◆ Problem statement: Print the listing exactly as it stands, and skip any pictures in it.

========================================================================

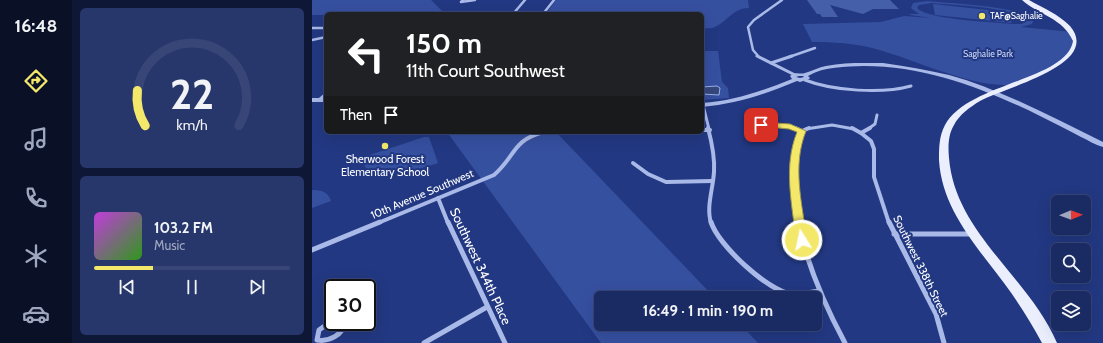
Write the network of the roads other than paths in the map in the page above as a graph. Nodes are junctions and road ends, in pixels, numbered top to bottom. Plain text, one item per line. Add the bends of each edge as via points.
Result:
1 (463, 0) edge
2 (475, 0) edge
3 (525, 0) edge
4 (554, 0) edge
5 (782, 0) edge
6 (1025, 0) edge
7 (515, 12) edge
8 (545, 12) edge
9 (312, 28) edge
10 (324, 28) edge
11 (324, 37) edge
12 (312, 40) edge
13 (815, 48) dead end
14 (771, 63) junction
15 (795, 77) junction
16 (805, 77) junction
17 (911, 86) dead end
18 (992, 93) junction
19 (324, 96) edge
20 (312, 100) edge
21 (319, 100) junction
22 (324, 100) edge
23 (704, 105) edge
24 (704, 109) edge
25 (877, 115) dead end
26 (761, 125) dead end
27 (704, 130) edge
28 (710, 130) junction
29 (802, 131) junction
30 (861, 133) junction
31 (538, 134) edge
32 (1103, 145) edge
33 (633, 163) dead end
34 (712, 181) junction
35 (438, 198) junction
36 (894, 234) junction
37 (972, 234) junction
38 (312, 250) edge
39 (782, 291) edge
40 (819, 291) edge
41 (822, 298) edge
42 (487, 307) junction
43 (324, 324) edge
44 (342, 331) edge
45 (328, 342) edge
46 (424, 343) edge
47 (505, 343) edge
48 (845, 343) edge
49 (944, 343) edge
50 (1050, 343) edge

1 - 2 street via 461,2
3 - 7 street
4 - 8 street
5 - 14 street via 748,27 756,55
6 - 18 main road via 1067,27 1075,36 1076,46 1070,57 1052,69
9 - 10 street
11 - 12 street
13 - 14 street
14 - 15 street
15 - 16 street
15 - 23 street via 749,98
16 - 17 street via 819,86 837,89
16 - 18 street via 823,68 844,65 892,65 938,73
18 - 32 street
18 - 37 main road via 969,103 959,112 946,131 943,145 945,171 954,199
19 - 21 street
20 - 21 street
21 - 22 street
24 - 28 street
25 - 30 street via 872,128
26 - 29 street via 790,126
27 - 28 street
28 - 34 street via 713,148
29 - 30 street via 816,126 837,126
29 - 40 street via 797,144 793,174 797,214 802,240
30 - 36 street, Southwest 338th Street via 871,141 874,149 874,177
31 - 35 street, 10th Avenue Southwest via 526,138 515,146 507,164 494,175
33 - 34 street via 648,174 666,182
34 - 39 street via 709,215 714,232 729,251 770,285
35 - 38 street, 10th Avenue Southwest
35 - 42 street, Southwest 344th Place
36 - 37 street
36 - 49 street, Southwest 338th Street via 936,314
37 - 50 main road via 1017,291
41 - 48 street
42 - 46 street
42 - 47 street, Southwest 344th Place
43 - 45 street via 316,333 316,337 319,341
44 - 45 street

========================================================================

◆ Response below:
Write the network of the roads other than paths in the map in the page above as a graph. Nodes are junctions and road ends, in pixels, numbered top to bottom. Plain text, one item per line. Add the bends of each edge as via points.
Result:
1 (463, 0) edge
2 (475, 0) edge
3 (525, 0) edge
4 (554, 0) edge
5 (782, 0) edge
6 (1025, 0) edge
7 (515, 12) edge
8 (545, 12) edge
9 (312, 28) edge
10 (324, 28) edge
11 (324, 37) edge
12 (312, 40) edge
13 (815, 48) dead end
14 (771, 63) junction
15 (795, 77) junction
16 (805, 77) junction
17 (911, 86) dead end
18 (992, 93) junction
19 (324, 96) edge
20 (312, 100) edge
21 (319, 100) junction
22 (324, 100) edge
23 (704, 105) edge
24 (704, 109) edge
25 (877, 115) dead end
26 (761, 125) dead end
27 (704, 130) edge
28 (710, 130) junction
29 (802, 131) junction
30 (861, 133) junction
31 (538, 134) edge
32 (1103, 145) edge
33 (633, 163) dead end
34 (712, 181) junction
35 (438, 198) junction
36 (894, 234) junction
37 (972, 234) junction
38 (312, 250) edge
39 (782, 291) edge
40 (819, 291) edge
41 (822, 298) edge
42 (487, 307) junction
43 (324, 324) edge
44 (342, 331) edge
45 (328, 342) edge
46 (424, 343) edge
47 (505, 343) edge
48 (845, 343) edge
49 (944, 343) edge
50 (1050, 343) edge

1 - 2 street via 461,2
3 - 7 street
4 - 8 street
5 - 14 street via 748,27 756,55
6 - 18 main road via 1067,27 1075,36 1076,46 1070,57 1052,69
9 - 10 street
11 - 12 street
13 - 14 street
14 - 15 street
15 - 16 street
15 - 23 street via 749,98
16 - 17 street via 819,86 837,89
16 - 18 street via 823,68 844,65 892,65 938,73
18 - 32 street
18 - 37 main road via 969,103 959,112 946,131 943,145 945,171 954,199
19 - 21 street
20 - 21 street
21 - 22 street
24 - 28 street
25 - 30 street via 872,128
26 - 29 street via 790,126
27 - 28 street
28 - 34 street via 713,148
29 - 30 street via 816,126 837,126
29 - 40 street via 797,144 793,174 797,214 802,240
30 - 36 street, Southwest 338th Street via 871,141 874,149 874,177
31 - 35 street, 10th Avenue Southwest via 526,138 515,146 507,164 494,175
33 - 34 street via 648,174 666,182
34 - 39 street via 709,215 714,232 729,251 770,285
35 - 38 street, 10th Avenue Southwest
35 - 42 street, Southwest 344th Place
36 - 37 street
36 - 49 street, Southwest 338th Street via 936,314
37 - 50 main road via 1017,291
41 - 48 street
42 - 46 street
42 - 47 street, Southwest 344th Place
43 - 45 street via 316,333 316,337 319,341
44 - 45 street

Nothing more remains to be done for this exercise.